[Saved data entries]
--------------------------------------------------
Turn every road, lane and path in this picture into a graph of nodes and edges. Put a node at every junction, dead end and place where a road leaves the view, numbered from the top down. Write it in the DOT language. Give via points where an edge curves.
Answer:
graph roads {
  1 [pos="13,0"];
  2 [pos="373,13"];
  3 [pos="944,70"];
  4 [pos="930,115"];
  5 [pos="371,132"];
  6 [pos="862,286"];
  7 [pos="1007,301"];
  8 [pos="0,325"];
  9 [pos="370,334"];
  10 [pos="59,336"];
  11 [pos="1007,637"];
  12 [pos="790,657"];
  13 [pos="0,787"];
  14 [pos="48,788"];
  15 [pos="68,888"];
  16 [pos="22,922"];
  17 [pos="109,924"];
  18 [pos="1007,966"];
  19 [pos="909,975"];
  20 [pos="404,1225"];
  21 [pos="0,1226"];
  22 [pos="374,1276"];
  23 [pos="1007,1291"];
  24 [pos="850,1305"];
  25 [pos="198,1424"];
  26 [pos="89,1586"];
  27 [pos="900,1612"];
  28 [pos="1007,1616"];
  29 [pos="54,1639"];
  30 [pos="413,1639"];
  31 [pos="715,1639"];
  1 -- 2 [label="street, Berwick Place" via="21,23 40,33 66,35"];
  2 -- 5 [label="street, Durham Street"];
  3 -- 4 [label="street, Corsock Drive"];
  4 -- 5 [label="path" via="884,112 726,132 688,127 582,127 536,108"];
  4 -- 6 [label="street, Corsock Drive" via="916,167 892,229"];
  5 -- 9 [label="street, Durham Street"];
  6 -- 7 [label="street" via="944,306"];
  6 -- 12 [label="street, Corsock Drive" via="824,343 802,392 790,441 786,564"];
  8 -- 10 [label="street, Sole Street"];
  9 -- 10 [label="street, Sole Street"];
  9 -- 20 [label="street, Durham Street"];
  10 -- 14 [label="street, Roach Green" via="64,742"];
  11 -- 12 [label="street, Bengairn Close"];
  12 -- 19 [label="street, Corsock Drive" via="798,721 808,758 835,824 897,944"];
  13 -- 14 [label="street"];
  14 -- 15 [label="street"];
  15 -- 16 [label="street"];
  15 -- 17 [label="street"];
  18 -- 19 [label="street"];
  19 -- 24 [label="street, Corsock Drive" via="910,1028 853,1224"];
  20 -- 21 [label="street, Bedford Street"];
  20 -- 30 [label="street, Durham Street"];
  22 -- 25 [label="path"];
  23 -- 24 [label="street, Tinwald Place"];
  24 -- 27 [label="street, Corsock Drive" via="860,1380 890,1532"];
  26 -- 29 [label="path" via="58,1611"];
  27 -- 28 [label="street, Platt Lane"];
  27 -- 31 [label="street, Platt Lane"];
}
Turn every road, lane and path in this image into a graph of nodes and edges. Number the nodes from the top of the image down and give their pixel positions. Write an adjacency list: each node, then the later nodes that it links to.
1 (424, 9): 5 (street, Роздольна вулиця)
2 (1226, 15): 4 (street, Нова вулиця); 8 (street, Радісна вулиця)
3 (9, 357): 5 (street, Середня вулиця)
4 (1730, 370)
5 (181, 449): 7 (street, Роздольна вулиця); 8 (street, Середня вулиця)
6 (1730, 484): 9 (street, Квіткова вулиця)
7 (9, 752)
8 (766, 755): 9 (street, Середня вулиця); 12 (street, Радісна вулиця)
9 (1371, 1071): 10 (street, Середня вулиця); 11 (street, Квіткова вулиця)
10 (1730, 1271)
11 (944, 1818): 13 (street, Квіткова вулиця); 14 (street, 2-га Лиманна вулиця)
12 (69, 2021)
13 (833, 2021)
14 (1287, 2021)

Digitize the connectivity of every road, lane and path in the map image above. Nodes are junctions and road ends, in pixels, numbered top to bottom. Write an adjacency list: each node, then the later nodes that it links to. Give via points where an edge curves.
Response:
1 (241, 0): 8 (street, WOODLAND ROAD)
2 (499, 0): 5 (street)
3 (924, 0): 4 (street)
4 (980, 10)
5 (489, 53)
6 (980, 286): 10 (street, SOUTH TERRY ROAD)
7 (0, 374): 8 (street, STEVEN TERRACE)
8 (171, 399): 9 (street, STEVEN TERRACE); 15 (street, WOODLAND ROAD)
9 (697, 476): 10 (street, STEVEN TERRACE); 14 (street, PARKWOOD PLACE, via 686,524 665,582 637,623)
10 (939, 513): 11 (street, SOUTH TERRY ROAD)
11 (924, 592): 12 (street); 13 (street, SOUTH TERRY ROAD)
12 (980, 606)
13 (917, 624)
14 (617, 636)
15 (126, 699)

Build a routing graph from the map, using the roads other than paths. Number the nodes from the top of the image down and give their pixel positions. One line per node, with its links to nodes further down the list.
--------------------------------------------------
The records above are to be transcribed exactly, with nothing left out.

Answer to this problem:
Turn every road, lane and path in this picture into a graph of nodes and edges. Put a node at every junction, dead end and place where a road leaves the view, numbered from the top down. Write it in the DOT language. Give via points where an edge curves.
Answer:
graph roads {
  1 [pos="13,0"];
  2 [pos="373,13"];
  3 [pos="944,70"];
  4 [pos="930,115"];
  5 [pos="371,132"];
  6 [pos="862,286"];
  7 [pos="1007,301"];
  8 [pos="0,325"];
  9 [pos="370,334"];
  10 [pos="59,336"];
  11 [pos="1007,637"];
  12 [pos="790,657"];
  13 [pos="0,787"];
  14 [pos="48,788"];
  15 [pos="68,888"];
  16 [pos="22,922"];
  17 [pos="109,924"];
  18 [pos="1007,966"];
  19 [pos="909,975"];
  20 [pos="404,1225"];
  21 [pos="0,1226"];
  22 [pos="374,1276"];
  23 [pos="1007,1291"];
  24 [pos="850,1305"];
  25 [pos="198,1424"];
  26 [pos="89,1586"];
  27 [pos="900,1612"];
  28 [pos="1007,1616"];
  29 [pos="54,1639"];
  30 [pos="413,1639"];
  31 [pos="715,1639"];
  1 -- 2 [label="street, Berwick Place" via="21,23 40,33 66,35"];
  2 -- 5 [label="street, Durham Street"];
  3 -- 4 [label="street, Corsock Drive"];
  4 -- 5 [label="path" via="884,112 726,132 688,127 582,127 536,108"];
  4 -- 6 [label="street, Corsock Drive" via="916,167 892,229"];
  5 -- 9 [label="street, Durham Street"];
  6 -- 7 [label="street" via="944,306"];
  6 -- 12 [label="street, Corsock Drive" via="824,343 802,392 790,441 786,564"];
  8 -- 10 [label="street, Sole Street"];
  9 -- 10 [label="street, Sole Street"];
  9 -- 20 [label="street, Durham Street"];
  10 -- 14 [label="street, Roach Green" via="64,742"];
  11 -- 12 [label="street, Bengairn Close"];
  12 -- 19 [label="street, Corsock Drive" via="798,721 808,758 835,824 897,944"];
  13 -- 14 [label="street"];
  14 -- 15 [label="street"];
  15 -- 16 [label="street"];
  15 -- 17 [label="street"];
  18 -- 19 [label="street"];
  19 -- 24 [label="street, Corsock Drive" via="910,1028 853,1224"];
  20 -- 21 [label="street, Bedford Street"];
  20 -- 30 [label="street, Durham Street"];
  22 -- 25 [label="path"];
  23 -- 24 [label="street, Tinwald Place"];
  24 -- 27 [label="street, Corsock Drive" via="860,1380 890,1532"];
  26 -- 29 [label="path" via="58,1611"];
  27 -- 28 [label="street, Platt Lane"];
  27 -- 31 [label="street, Platt Lane"];
}
Turn every road, lane and path in this image into a graph of nodes and edges. Number the nodes from the top of the image down and give their pixel positions. Write an adjacency list: each node, then the later nodes that it links to.
1 (424, 9): 5 (street, Роздольна вулиця)
2 (1226, 15): 4 (street, Нова вулиця); 8 (street, Радісна вулиця)
3 (9, 357): 5 (street, Середня вулиця)
4 (1730, 370)
5 (181, 449): 7 (street, Роздольна вулиця); 8 (street, Середня вулиця)
6 (1730, 484): 9 (street, Квіткова вулиця)
7 (9, 752)
8 (766, 755): 9 (street, Середня вулиця); 12 (street, Радісна вулиця)
9 (1371, 1071): 10 (street, Середня вулиця); 11 (street, Квіткова вулиця)
10 (1730, 1271)
11 (944, 1818): 13 (street, Квіткова вулиця); 14 (street, 2-га Лиманна вулиця)
12 (69, 2021)
13 (833, 2021)
14 (1287, 2021)

Digitize the connectivity of every road, lane and path in the map image above. Nodes are junctions and road ends, in pixels, numbered top to bottom. Write an adjacency list: each node, then the later nodes that it links to. Give via points where an edge curves.
Response:
1 (241, 0): 8 (street, WOODLAND ROAD)
2 (499, 0): 5 (street)
3 (924, 0): 4 (street)
4 (980, 10)
5 (489, 53)
6 (980, 286): 10 (street, SOUTH TERRY ROAD)
7 (0, 374): 8 (street, STEVEN TERRACE)
8 (171, 399): 9 (street, STEVEN TERRACE); 15 (street, WOODLAND ROAD)
9 (697, 476): 10 (street, STEVEN TERRACE); 14 (street, PARKWOOD PLACE, via 686,524 665,582 637,623)
10 (939, 513): 11 (street, SOUTH TERRY ROAD)
11 (924, 592): 12 (street); 13 (street, SOUTH TERRY ROAD)
12 (980, 606)
13 (917, 624)
14 (617, 636)
15 (126, 699)

Build a routing graph from the map, using the roads other than paths. Number the nodes from the top of the image down and give their pixel positions. One line per node, with its links to nodes further down the list.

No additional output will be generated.